### 1. Estimators

#### The Basic Statistical Model

As usual, our starting point is a random experiment with a sample space and a probability measure P. In the basic statistical model, we have an observable random variable X taking values in a set S. Recall that in general, X can have quite a complicated structure. For example, if the experiment is to sample n objects from a population and record various measurements of interest, then

X = (X1, X2, ..., Xn)

where Xi is the vector of measurements for the i'th object. The most important special case is when X1, X2, ..., Xn are independent and identically distributed (IID). In this case the n random variables form a random sample of size n from the common distribution

Recall also that a statistic is an observable function of the outcome variable of the random experiment:

W = h(X).

Thus, a statistic is simply a random variable derived from the data variable X, with the assumption that W is also observable.

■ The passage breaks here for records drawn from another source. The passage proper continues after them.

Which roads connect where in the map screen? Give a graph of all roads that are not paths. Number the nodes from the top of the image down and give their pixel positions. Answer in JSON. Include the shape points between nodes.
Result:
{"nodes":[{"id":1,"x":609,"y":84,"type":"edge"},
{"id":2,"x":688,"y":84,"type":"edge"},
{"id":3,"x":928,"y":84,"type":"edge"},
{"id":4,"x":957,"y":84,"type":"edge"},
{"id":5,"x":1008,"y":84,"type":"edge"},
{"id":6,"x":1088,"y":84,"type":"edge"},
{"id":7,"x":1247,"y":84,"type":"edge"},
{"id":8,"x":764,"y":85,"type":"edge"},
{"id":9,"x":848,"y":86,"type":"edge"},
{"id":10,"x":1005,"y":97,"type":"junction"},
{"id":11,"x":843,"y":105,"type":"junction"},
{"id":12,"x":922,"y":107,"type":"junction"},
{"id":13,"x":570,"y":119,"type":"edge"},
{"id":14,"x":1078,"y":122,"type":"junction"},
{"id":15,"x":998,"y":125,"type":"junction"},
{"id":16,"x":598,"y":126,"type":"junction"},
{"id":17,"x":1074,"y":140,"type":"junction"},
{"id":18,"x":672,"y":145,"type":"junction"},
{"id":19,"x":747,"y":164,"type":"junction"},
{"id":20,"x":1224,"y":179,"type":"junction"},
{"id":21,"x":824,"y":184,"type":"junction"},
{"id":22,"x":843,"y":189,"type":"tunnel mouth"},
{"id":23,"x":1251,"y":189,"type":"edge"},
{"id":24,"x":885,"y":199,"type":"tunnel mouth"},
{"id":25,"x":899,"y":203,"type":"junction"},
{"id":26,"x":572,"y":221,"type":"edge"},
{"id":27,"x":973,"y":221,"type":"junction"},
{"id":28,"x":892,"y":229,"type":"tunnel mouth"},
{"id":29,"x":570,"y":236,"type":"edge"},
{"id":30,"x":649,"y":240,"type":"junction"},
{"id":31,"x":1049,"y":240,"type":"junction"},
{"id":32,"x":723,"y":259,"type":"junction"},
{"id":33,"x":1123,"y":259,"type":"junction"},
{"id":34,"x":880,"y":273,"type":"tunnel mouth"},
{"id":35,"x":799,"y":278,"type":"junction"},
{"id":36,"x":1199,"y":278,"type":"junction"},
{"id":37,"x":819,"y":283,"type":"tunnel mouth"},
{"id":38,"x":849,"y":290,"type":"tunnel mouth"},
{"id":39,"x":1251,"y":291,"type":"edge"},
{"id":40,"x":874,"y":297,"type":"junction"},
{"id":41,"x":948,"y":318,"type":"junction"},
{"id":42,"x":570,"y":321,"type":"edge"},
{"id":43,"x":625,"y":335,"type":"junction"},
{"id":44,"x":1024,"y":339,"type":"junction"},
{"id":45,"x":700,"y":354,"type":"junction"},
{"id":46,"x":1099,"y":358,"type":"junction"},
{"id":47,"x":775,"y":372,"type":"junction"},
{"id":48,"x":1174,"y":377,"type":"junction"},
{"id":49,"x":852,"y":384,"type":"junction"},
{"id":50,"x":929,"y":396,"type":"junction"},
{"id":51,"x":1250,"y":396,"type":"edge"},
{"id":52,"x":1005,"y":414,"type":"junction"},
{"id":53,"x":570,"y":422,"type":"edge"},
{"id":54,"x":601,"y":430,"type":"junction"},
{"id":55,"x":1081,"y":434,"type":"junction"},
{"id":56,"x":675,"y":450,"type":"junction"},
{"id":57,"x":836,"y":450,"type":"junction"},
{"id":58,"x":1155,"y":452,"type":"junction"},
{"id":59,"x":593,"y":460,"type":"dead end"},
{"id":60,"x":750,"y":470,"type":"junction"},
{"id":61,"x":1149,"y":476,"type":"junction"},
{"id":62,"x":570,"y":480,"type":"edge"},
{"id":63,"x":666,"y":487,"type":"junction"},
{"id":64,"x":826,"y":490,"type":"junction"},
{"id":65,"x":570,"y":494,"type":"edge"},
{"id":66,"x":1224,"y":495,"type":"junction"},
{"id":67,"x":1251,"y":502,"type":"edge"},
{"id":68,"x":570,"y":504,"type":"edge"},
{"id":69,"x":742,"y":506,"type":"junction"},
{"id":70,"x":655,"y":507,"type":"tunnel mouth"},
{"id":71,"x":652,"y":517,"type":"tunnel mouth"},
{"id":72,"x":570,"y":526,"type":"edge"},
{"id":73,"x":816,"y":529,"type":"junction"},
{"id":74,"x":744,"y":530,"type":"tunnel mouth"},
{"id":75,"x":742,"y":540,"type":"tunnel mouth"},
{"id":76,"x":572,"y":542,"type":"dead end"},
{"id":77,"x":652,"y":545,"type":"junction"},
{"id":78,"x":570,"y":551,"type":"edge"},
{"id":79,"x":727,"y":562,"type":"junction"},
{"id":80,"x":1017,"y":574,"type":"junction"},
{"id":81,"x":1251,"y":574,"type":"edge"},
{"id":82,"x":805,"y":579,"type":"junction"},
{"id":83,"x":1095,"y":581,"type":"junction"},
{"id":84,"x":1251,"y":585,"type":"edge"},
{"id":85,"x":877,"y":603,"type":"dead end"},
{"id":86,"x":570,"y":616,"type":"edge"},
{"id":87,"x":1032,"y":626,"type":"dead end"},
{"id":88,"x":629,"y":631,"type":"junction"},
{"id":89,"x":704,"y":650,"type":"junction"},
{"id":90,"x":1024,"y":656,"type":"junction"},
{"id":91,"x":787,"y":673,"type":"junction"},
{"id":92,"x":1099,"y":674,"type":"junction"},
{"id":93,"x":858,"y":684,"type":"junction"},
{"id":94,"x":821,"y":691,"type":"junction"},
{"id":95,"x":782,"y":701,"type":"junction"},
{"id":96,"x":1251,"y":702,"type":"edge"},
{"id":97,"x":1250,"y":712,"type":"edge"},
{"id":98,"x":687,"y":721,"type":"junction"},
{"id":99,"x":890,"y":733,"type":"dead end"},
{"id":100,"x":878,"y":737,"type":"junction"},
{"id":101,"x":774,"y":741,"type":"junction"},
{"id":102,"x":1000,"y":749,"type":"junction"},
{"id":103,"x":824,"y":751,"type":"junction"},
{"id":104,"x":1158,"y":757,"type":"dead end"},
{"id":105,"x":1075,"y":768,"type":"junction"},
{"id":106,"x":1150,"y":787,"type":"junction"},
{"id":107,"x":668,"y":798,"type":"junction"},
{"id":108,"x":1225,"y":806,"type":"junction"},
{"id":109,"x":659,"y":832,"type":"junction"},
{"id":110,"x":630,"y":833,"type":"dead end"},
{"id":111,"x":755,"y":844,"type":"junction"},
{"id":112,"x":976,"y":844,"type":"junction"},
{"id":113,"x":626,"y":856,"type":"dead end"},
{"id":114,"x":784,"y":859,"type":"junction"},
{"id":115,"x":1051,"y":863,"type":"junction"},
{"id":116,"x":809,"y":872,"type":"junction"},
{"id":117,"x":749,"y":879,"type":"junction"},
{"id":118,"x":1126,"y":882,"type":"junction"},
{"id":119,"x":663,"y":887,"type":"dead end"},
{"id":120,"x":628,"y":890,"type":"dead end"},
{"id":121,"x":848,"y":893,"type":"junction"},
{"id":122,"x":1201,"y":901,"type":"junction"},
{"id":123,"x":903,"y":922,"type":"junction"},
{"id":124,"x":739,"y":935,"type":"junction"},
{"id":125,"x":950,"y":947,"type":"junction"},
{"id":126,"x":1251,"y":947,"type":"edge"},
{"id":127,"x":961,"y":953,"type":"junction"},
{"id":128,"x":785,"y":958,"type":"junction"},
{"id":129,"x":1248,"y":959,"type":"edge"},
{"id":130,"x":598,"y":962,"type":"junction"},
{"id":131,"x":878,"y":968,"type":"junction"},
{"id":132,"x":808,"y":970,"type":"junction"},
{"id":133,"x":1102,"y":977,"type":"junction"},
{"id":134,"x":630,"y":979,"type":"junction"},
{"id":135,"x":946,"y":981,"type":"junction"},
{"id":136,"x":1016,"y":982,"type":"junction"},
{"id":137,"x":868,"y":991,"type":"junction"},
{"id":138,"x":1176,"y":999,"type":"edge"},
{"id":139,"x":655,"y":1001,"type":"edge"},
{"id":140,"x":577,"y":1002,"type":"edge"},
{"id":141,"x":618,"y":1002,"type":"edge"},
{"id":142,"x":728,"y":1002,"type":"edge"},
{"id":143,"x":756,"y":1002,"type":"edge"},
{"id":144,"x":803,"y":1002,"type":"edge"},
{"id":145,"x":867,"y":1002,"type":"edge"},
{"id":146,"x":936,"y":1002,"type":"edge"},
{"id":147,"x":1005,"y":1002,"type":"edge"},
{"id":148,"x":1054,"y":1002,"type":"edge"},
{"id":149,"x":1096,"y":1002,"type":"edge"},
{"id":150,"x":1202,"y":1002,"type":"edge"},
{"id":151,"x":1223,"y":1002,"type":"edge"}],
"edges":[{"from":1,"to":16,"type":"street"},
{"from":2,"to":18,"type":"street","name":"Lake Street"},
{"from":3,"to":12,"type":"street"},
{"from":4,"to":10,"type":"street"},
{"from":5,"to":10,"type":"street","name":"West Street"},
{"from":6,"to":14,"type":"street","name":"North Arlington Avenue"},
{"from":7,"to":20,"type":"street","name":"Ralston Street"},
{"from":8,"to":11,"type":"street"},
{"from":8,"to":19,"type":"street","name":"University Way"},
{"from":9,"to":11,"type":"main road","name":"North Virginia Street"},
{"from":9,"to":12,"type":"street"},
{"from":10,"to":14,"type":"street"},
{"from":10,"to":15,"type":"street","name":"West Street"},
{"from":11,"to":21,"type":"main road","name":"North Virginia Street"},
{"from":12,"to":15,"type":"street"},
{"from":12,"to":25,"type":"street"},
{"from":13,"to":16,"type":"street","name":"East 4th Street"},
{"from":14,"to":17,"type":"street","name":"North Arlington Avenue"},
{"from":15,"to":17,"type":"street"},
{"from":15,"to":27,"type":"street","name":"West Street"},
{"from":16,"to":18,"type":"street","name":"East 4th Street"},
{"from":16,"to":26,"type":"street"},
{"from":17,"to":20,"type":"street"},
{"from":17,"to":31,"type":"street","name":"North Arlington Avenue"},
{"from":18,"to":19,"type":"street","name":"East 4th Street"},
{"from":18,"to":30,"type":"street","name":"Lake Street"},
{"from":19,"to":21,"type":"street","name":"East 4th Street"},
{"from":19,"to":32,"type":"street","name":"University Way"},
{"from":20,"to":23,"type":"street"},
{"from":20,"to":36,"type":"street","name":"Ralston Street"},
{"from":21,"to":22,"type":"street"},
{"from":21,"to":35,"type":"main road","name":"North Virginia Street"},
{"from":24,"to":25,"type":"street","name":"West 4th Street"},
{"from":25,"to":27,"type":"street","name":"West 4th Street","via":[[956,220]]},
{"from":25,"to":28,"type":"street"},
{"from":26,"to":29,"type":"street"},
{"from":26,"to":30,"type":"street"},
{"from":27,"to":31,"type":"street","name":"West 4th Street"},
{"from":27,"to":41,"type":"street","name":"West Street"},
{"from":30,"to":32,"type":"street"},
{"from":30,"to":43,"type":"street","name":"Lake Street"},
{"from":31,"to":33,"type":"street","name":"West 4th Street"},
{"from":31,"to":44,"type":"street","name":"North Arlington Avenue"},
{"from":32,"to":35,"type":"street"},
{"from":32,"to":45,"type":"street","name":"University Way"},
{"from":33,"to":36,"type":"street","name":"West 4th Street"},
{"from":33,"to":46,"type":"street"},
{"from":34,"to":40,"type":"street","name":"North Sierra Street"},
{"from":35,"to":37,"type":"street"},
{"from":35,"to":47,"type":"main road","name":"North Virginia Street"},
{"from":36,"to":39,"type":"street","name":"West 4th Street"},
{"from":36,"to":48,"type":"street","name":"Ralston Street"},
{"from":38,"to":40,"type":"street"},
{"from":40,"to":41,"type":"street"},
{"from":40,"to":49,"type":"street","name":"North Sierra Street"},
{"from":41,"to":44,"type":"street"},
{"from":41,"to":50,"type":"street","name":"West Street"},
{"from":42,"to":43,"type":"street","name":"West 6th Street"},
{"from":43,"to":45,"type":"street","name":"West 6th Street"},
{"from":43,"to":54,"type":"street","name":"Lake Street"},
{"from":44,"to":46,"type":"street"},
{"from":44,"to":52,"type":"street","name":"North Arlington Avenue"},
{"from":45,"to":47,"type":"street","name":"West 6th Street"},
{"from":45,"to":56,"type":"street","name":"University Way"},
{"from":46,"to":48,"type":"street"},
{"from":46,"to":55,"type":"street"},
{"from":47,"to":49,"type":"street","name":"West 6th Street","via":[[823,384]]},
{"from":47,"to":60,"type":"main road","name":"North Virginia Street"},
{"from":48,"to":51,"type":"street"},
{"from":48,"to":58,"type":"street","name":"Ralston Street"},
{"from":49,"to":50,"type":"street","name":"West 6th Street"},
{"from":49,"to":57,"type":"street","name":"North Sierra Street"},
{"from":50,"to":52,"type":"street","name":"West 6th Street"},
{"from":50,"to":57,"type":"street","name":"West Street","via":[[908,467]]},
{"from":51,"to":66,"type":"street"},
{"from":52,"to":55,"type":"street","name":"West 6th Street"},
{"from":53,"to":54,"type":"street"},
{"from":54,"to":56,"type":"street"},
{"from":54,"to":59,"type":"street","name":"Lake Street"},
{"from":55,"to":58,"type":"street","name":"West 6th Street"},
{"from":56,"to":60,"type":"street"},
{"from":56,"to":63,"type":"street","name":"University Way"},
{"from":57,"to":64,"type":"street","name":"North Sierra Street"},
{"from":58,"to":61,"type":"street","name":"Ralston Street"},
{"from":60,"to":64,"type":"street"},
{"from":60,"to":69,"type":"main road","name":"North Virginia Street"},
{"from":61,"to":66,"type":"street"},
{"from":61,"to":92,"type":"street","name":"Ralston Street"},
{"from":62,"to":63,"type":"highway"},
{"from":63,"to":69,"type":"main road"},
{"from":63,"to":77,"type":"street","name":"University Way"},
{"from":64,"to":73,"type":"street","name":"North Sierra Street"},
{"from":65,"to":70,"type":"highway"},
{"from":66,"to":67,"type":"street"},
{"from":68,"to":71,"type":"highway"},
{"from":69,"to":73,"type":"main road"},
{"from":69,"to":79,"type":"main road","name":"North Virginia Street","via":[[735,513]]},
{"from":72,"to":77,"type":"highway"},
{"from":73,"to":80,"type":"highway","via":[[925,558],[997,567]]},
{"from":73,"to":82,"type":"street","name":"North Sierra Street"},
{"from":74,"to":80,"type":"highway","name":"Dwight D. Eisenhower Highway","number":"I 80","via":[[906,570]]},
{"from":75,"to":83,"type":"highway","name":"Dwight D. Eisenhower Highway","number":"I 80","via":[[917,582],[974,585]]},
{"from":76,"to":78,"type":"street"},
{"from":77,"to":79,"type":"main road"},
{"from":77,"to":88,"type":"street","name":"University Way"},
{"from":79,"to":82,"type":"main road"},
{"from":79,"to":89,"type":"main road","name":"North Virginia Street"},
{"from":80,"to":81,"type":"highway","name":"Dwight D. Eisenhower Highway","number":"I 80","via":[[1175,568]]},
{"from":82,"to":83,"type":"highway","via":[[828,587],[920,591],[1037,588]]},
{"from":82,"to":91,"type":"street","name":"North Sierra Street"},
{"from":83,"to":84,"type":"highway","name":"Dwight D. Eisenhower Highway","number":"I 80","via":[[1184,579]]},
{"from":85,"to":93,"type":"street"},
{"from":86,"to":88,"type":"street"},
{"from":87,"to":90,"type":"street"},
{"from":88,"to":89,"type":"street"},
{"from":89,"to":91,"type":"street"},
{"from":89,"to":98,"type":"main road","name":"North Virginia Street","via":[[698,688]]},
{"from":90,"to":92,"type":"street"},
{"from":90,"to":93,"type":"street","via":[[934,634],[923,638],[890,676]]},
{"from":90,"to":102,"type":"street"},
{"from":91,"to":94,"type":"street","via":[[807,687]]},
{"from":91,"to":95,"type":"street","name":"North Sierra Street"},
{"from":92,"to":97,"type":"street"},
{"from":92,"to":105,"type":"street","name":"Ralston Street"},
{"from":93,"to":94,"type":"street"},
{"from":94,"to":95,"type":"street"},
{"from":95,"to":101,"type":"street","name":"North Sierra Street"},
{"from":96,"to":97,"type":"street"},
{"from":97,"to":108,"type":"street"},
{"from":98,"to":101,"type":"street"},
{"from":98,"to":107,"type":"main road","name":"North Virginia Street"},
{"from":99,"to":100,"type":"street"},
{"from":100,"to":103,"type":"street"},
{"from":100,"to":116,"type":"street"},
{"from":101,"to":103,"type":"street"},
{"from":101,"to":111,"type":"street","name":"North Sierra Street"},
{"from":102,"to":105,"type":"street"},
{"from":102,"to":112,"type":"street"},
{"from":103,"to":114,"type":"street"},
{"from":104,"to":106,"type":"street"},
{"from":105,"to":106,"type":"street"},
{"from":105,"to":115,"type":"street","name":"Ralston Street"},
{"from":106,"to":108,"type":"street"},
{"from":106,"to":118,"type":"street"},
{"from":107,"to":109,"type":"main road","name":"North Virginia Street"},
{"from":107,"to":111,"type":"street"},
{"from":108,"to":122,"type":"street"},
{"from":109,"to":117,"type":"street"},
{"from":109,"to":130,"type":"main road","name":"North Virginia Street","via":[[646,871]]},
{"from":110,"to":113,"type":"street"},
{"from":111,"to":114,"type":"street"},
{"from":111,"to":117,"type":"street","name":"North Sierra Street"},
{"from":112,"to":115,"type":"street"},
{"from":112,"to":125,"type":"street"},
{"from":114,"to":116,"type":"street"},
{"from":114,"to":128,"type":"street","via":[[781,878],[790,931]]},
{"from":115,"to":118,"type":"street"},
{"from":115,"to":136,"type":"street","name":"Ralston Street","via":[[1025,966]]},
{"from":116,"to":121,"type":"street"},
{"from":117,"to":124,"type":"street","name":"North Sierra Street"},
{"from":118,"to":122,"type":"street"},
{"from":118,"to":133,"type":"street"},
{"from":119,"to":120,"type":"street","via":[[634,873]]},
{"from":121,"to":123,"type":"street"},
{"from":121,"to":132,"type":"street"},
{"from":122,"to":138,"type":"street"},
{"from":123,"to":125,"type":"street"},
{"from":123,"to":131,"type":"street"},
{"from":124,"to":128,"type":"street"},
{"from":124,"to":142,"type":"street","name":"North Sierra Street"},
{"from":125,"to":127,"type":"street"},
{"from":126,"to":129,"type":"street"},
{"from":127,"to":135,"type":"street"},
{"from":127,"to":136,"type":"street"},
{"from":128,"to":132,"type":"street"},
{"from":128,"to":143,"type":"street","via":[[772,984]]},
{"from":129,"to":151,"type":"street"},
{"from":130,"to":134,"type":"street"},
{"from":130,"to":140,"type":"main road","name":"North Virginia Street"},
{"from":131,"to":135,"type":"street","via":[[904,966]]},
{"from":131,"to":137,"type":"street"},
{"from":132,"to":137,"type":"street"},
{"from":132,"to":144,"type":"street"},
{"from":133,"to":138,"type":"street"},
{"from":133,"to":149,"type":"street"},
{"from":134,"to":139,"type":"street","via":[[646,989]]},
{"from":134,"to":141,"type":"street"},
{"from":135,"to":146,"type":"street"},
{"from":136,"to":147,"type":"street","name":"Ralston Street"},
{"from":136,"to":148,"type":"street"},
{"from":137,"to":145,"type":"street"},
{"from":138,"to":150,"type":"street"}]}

Typically, W is also vector-valued.

#### Parameters

In the general sense, a parameter a is a function of the distribution of X, taking values in a parameter space A. Usually, the distribution of X will have k real parameters of interest, so that a = (a1, a2, ..., ak), and A is a subset of Rk. In many cases, one or more of the parameters are unknown, and must be estimated from the outcome vector X. This is one of the of the most important and basic of all statistical problems, and is the subject of this chapter.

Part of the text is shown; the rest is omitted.